(Saved data entries)
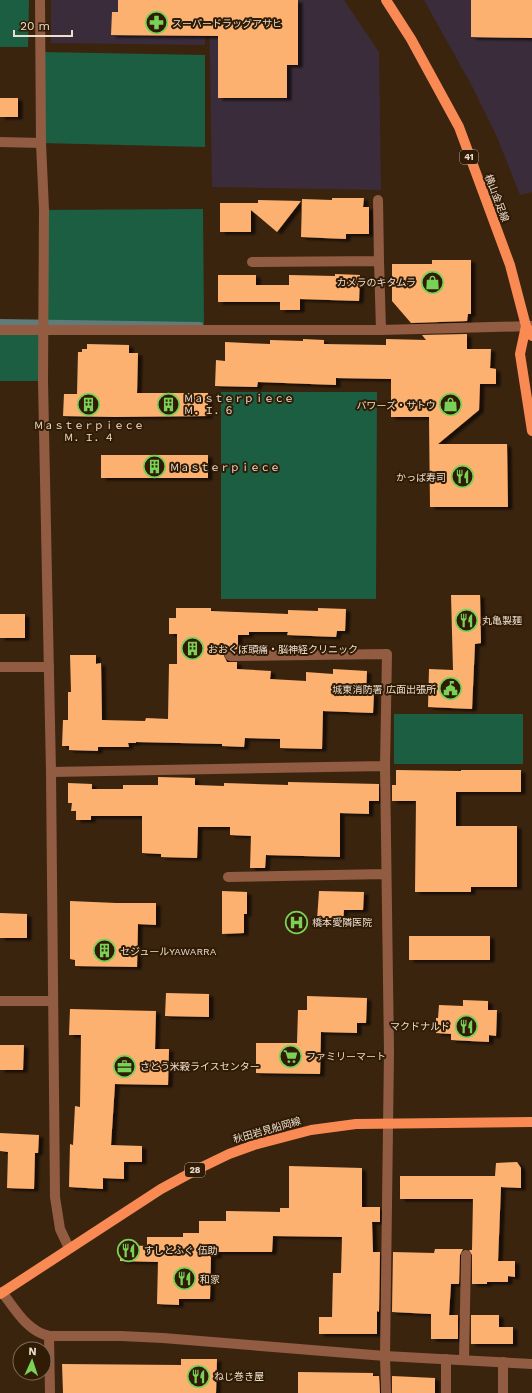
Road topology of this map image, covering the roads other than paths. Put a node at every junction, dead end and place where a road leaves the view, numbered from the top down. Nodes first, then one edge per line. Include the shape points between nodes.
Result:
1 (40, 0) edge
2 (386, 0) edge
3 (0, 142) edge
4 (41, 143) junction
5 (378, 200) dead end
6 (378, 261) junction
7 (252, 262) dead end
8 (380, 326) junction
9 (529, 326) edge
10 (0, 330) edge
11 (43, 330) junction
12 (532, 336) edge
13 (532, 431) edge
14 (230, 656) dead end
15 (0, 667) edge
16 (49, 667) junction
17 (385, 766) junction
18 (51, 772) junction
19 (386, 874) junction
20 (228, 877) dead end
21 (0, 1001) edge
22 (53, 1001) junction
23 (532, 1122) edge
24 (389, 1123) junction
25 (69, 1248) junction
26 (466, 1255) dead end
27 (1, 1293) edge
28 (49, 1336) junction
29 (385, 1356) junction
30 (446, 1359) junction
31 (464, 1360) junction
32 (503, 1362) junction
33 (532, 1364) edge
34 (50, 1393) edge
35 (386, 1393) edge
36 (446, 1393) edge
37 (502, 1393) edge

1 - 4 street
2 - 9 main road, 横山金足線 / 41 via 411,39 458,127 510,265
3 - 4 street
4 - 11 street via 44,210
5 - 6 street
6 - 7 street
6 - 8 street
8 - 9 street
8 - 11 street
9 - 12 main road, 横山金足線 / 41
9 - 13 main road, 横山金足線 / 41 via 520,354
10 - 11 street
11 - 16 street
14 - 17 street via 387,654
15 - 16 street
16 - 18 street
17 - 18 street
17 - 19 street
18 - 22 street
19 - 20 street
19 - 24 street
21 - 22 street
22 - 25 street via 55,1197 60,1229
23 - 24 main road, 秋田岩見船岡線 / 28
24 - 25 main road, 秋田岩見船岡線 / 28 via 311,1130 229,1154 161,1189
24 - 29 street
25 - 27 main road, 秋田岩見船岡線 / 28
26 - 31 street
27 - 28 street via 33,1329
28 - 29 street via 163,1338
28 - 34 street
29 - 30 street
29 - 35 street
30 - 31 street
30 - 36 street
31 - 32 street
32 - 33 street
32 - 37 street

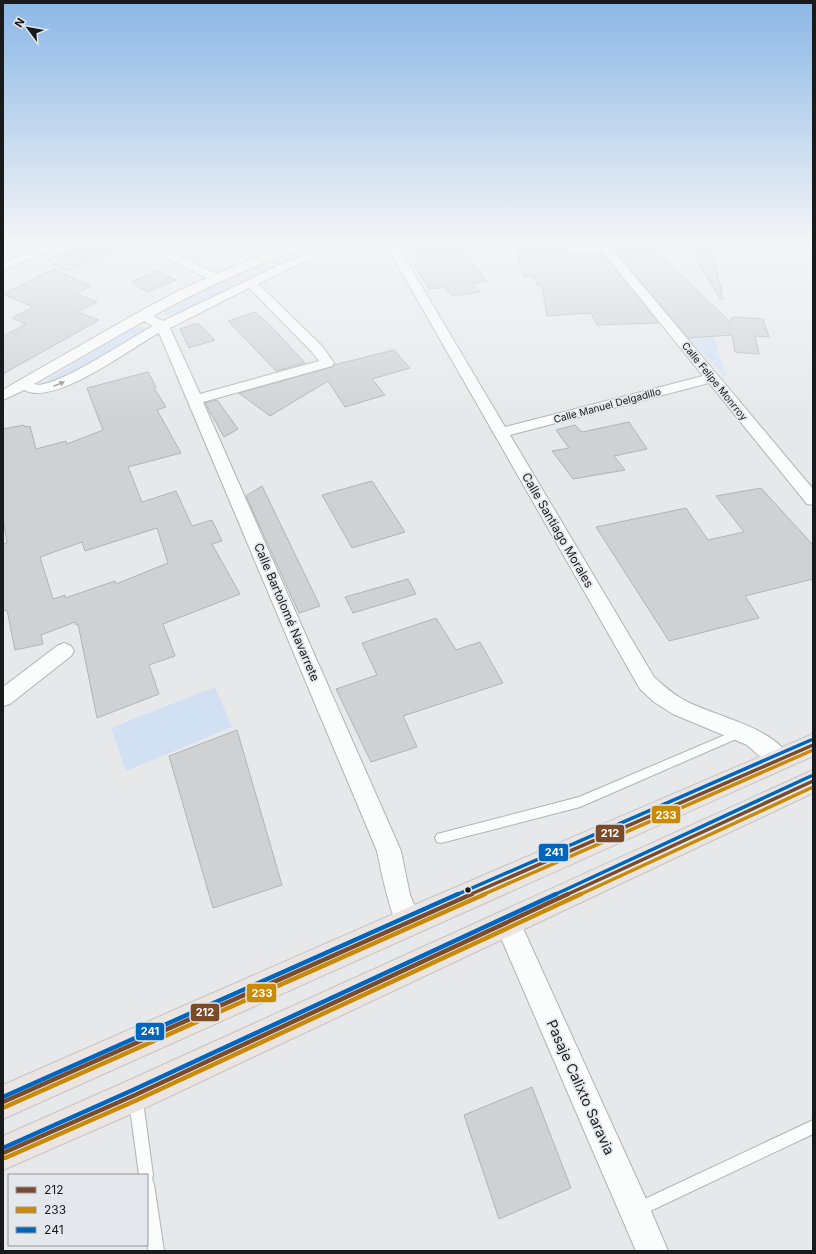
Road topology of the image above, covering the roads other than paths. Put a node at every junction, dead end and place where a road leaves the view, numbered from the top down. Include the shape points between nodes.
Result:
1 (167, 302) edge
2 (211, 302) edge
3 (270, 302) edge
4 (424, 302) edge
5 (649, 302) edge
6 (143, 315) junction
7 (163, 326) junction
8 (712, 378) junction
9 (23, 384) junction
10 (3, 396) edge
11 (196, 400) junction
12 (501, 433) junction
13 (813, 500) edge
14 (64, 651) dead end
15 (3, 698) edge
16 (740, 733) junction
17 (813, 745) edge
18 (779, 759) junction
19 (813, 781) edge
20 (441, 838) dead end
21 (408, 922) junction
22 (508, 924) junction
23 (135, 1095) junction
24 (3, 1102) edge
25 (813, 1127) edge
26 (3, 1153) edge
27 (146, 1174) edge
28 (148, 1191) edge
29 (636, 1210) junction
30 (156, 1251) edge
31 (652, 1251) edge

1 - 6 street
2 - 7 street
3 - 11 street via 317,349 327,363
4 - 12 street, Calle Santiago Morales
5 - 8 street, Calle Felipe Monrroy
6 - 7 street
6 - 9 street
9 -> 7 street via 34,390 44,390 78,376
7 - 11 street, Calle Bartolomé Navarrete
8 - 12 street, Calle Manuel Delgadillo
8 - 13 street, Calle Felipe Monrroy
9 - 10 street
11 - 21 street, Calle Bartolomé Navarrete via 389,851 398,895
12 - 16 street, Calle Santiago Morales via 647,683 680,708
14 - 15 street
16 - 18 street, Calle Santiago Morales via 755,739
16 - 20 lane via 580,802
17 - 18 highway
18 - 21 highway
19 - 22 highway
21 - 24 highway
22 - 23 highway
22 - 29 street, Pasaje Calixto Saravia
23 - 26 highway
23 - 27 lane
25 - 29 lane
28 - 30 lane
29 - 31 street, Pasaje Calixto Saravia

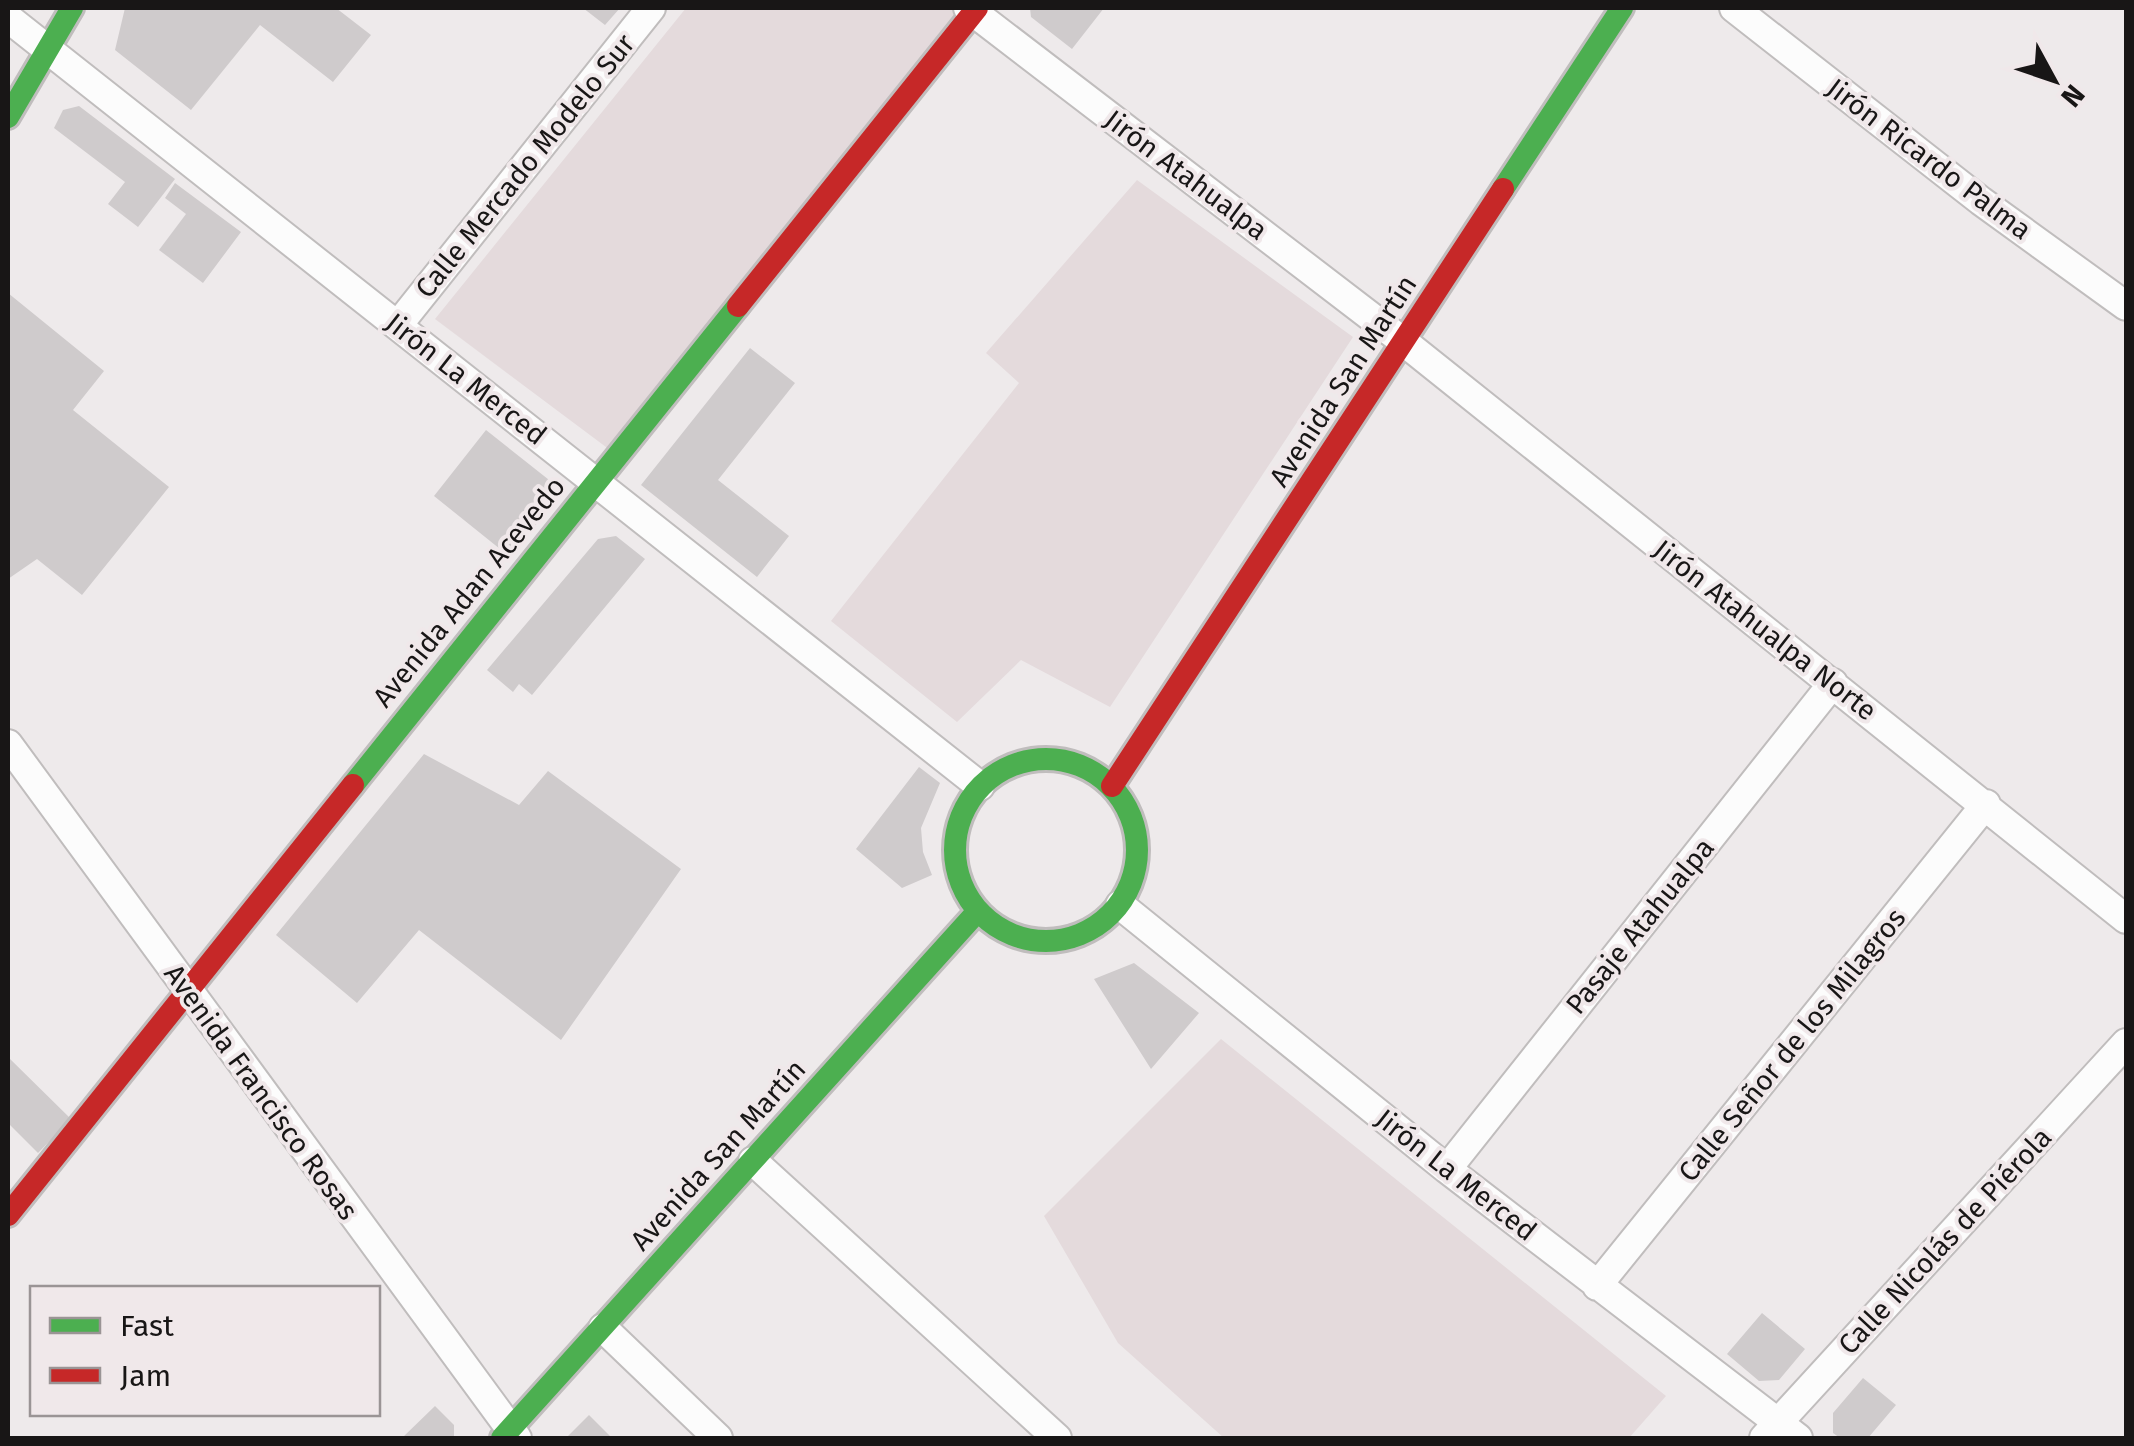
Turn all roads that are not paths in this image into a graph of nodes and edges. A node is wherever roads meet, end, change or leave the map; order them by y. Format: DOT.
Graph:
graph roads {
  1 [pos="72,8"];
  2 [pos="651,8"];
  3 [pos="1622,8"];
  4 [pos="1734,8"];
  5 [pos="973,9"];
  6 [pos="8,18"];
  7 [pos="46,46"];
  8 [pos="8,117"];
  9 [pos="2126,306"];
  10 [pos="398,325"];
  11 [pos="1404,342"];
  12 [pos="596,482"];
  13 [pos="1833,684"];
  14 [pos="8,744"];
  15 [pos="980,786"];
  16 [pos="1112,786"];
  17 [pos="1986,804"];
  18 [pos="1120,906"];
  19 [pos="977,912"];
  20 [pos="2126,919"];
  21 [pos="186,992"];
  22 [pos="2126,1044"];
  23 [pos="752,1161"];
  24 [pos="1446,1168"];
  25 [pos="8,1214"];
  26 [pos="1597,1286"];
  27 [pos="603,1328"];
  28 [pos="1780,1433"];
  29 [pos="510,1436"];
  30 [pos="718,1438"];
  31 [pos="1058,1438"];
  1 -- 7 [label="street"];
  2 -- 10 [label="street, Calle Mercado Modelo Sur"];
  3 -- 11 [label="street, Avenida San Martín"];
  4 -- 9 [label="street, Jirón Ricardo Palma"];
  5 -- 11 [label="street, Jirón Atahualpa"];
  5 -- 12 [label="street, Avenida Adan Acevedo"];
  6 -- 7 [label="street, Jirón La Merced"];
  7 -- 8 [label="street"];
  7 -- 10 [label="street, Jirón La Merced"];
  10 -- 12 [label="street, Jirón La Merced"];
  11 -- 13 [label="street, Jirón Atahualpa Norte"];
  11 -- 16 [label="street, Avenida San Martín"];
  12 -- 15 [label="street, Jirón La Merced"];
  12 -- 21 [label="street, Avenida Adan Acevedo"];
  13 -- 17 [label="street, Jirón Atahualpa Norte"];
  13 -- 24 [label="street, Pasaje Atahualpa"];
  14 -- 21 [label="street, Avenida Francisco Rosas"];
  15 -- 16 [label="street"];
  15 -- 19 [label="street"];
  16 -- 18 [label="street"];
  17 -- 20 [label="street, Jirón Atahualpa Norte"];
  17 -- 26 [label="street, Calle Señor de los Milagros"];
  18 -- 19 [label="street"];
  18 -- 24 [label="street, Jirón La Merced"];
  19 -- 23 [label="street, Avenida San Martín"];
  21 -- 25 [label="street, Avenida Adan Acevedo"];
  21 -- 29 [label="street, Avenida Francisco Rosas"];
  22 -- 28 [label="street, Calle Nicolás de Piérola"];
  23 -- 27 [label="street, Avenida San Martín"];
  23 -- 31 [label="street"];
  24 -- 26 [label="street, Jirón La Merced"];
  26 -- 28 [label="street, Jirón La Merced"];
  27 -- 29 [label="street, Avenida San Martín"];
  27 -- 30 [label="street"];
}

• **Aim of the exercise**: Word for word and without any pictures, return all of the lines above.

• **Completed exercise**:
Road topology of this map image, covering the roads other than paths. Put a node at every junction, dead end and place where a road leaves the view, numbered from the top down. Nodes first, then one edge per line. Include the shape points between nodes.
Result:
1 (40, 0) edge
2 (386, 0) edge
3 (0, 142) edge
4 (41, 143) junction
5 (378, 200) dead end
6 (378, 261) junction
7 (252, 262) dead end
8 (380, 326) junction
9 (529, 326) edge
10 (0, 330) edge
11 (43, 330) junction
12 (532, 336) edge
13 (532, 431) edge
14 (230, 656) dead end
15 (0, 667) edge
16 (49, 667) junction
17 (385, 766) junction
18 (51, 772) junction
19 (386, 874) junction
20 (228, 877) dead end
21 (0, 1001) edge
22 (53, 1001) junction
23 (532, 1122) edge
24 (389, 1123) junction
25 (69, 1248) junction
26 (466, 1255) dead end
27 (1, 1293) edge
28 (49, 1336) junction
29 (385, 1356) junction
30 (446, 1359) junction
31 (464, 1360) junction
32 (503, 1362) junction
33 (532, 1364) edge
34 (50, 1393) edge
35 (386, 1393) edge
36 (446, 1393) edge
37 (502, 1393) edge

1 - 4 street
2 - 9 main road, 横山金足線 / 41 via 411,39 458,127 510,265
3 - 4 street
4 - 11 street via 44,210
5 - 6 street
6 - 7 street
6 - 8 street
8 - 9 street
8 - 11 street
9 - 12 main road, 横山金足線 / 41
9 - 13 main road, 横山金足線 / 41 via 520,354
10 - 11 street
11 - 16 street
14 - 17 street via 387,654
15 - 16 street
16 - 18 street
17 - 18 street
17 - 19 street
18 - 22 street
19 - 20 street
19 - 24 street
21 - 22 street
22 - 25 street via 55,1197 60,1229
23 - 24 main road, 秋田岩見船岡線 / 28
24 - 25 main road, 秋田岩見船岡線 / 28 via 311,1130 229,1154 161,1189
24 - 29 street
25 - 27 main road, 秋田岩見船岡線 / 28
26 - 31 street
27 - 28 street via 33,1329
28 - 29 street via 163,1338
28 - 34 street
29 - 30 street
29 - 35 street
30 - 31 street
30 - 36 street
31 - 32 street
32 - 33 street
32 - 37 street

Road topology of the image above, covering the roads other than paths. Put a node at every junction, dead end and place where a road leaves the view, numbered from the top down. Include the shape points between nodes.
Result:
1 (167, 302) edge
2 (211, 302) edge
3 (270, 302) edge
4 (424, 302) edge
5 (649, 302) edge
6 (143, 315) junction
7 (163, 326) junction
8 (712, 378) junction
9 (23, 384) junction
10 (3, 396) edge
11 (196, 400) junction
12 (501, 433) junction
13 (813, 500) edge
14 (64, 651) dead end
15 (3, 698) edge
16 (740, 733) junction
17 (813, 745) edge
18 (779, 759) junction
19 (813, 781) edge
20 (441, 838) dead end
21 (408, 922) junction
22 (508, 924) junction
23 (135, 1095) junction
24 (3, 1102) edge
25 (813, 1127) edge
26 (3, 1153) edge
27 (146, 1174) edge
28 (148, 1191) edge
29 (636, 1210) junction
30 (156, 1251) edge
31 (652, 1251) edge

1 - 6 street
2 - 7 street
3 - 11 street via 317,349 327,363
4 - 12 street, Calle Santiago Morales
5 - 8 street, Calle Felipe Monrroy
6 - 7 street
6 - 9 street
9 -> 7 street via 34,390 44,390 78,376
7 - 11 street, Calle Bartolomé Navarrete
8 - 12 street, Calle Manuel Delgadillo
8 - 13 street, Calle Felipe Monrroy
9 - 10 street
11 - 21 street, Calle Bartolomé Navarrete via 389,851 398,895
12 - 16 street, Calle Santiago Morales via 647,683 680,708
14 - 15 street
16 - 18 street, Calle Santiago Morales via 755,739
16 - 20 lane via 580,802
17 - 18 highway
18 - 21 highway
19 - 22 highway
21 - 24 highway
22 - 23 highway
22 - 29 street, Pasaje Calixto Saravia
23 - 26 highway
23 - 27 lane
25 - 29 lane
28 - 30 lane
29 - 31 street, Pasaje Calixto Saravia

Turn all roads that are not paths in this image into a graph of nodes and edges. A node is wherever roads meet, end, change or leave the map; order them by y. Format: DOT.
Graph:
graph roads {
  1 [pos="72,8"];
  2 [pos="651,8"];
  3 [pos="1622,8"];
  4 [pos="1734,8"];
  5 [pos="973,9"];
  6 [pos="8,18"];
  7 [pos="46,46"];
  8 [pos="8,117"];
  9 [pos="2126,306"];
  10 [pos="398,325"];
  11 [pos="1404,342"];
  12 [pos="596,482"];
  13 [pos="1833,684"];
  14 [pos="8,744"];
  15 [pos="980,786"];
  16 [pos="1112,786"];
  17 [pos="1986,804"];
  18 [pos="1120,906"];
  19 [pos="977,912"];
  20 [pos="2126,919"];
  21 [pos="186,992"];
  22 [pos="2126,1044"];
  23 [pos="752,1161"];
  24 [pos="1446,1168"];
  25 [pos="8,1214"];
  26 [pos="1597,1286"];
  27 [pos="603,1328"];
  28 [pos="1780,1433"];
  29 [pos="510,1436"];
  30 [pos="718,1438"];
  31 [pos="1058,1438"];
  1 -- 7 [label="street"];
  2 -- 10 [label="street, Calle Mercado Modelo Sur"];
  3 -- 11 [label="street, Avenida San Martín"];
  4 -- 9 [label="street, Jirón Ricardo Palma"];
  5 -- 11 [label="street, Jirón Atahualpa"];
  5 -- 12 [label="street, Avenida Adan Acevedo"];
  6 -- 7 [label="street, Jirón La Merced"];
  7 -- 8 [label="street"];
  7 -- 10 [label="street, Jirón La Merced"];
  10 -- 12 [label="street, Jirón La Merced"];
  11 -- 13 [label="street, Jirón Atahualpa Norte"];
  11 -- 16 [label="street, Avenida San Martín"];
  12 -- 15 [label="street, Jirón La Merced"];
  12 -- 21 [label="street, Avenida Adan Acevedo"];
  13 -- 17 [label="street, Jirón Atahualpa Norte"];
  13 -- 24 [label="street, Pasaje Atahualpa"];
  14 -- 21 [label="street, Avenida Francisco Rosas"];
  15 -- 16 [label="street"];
  15 -- 19 [label="street"];
  16 -- 18 [label="street"];
  17 -- 20 [label="street, Jirón Atahualpa Norte"];
  17 -- 26 [label="street, Calle Señor de los Milagros"];
  18 -- 19 [label="street"];
  18 -- 24 [label="street, Jirón La Merced"];
  19 -- 23 [label="street, Avenida San Martín"];
  21 -- 25 [label="street, Avenida Adan Acevedo"];
  21 -- 29 [label="street, Avenida Francisco Rosas"];
  22 -- 28 [label="street, Calle Nicolás de Piérola"];
  23 -- 27 [label="street, Avenida San Martín"];
  23 -- 31 [label="street"];
  24 -- 26 [label="street, Jirón La Merced"];
  26 -- 28 [label="street, Jirón La Merced"];
  27 -- 29 [label="street, Avenida San Martín"];
  27 -- 30 [label="street"];
}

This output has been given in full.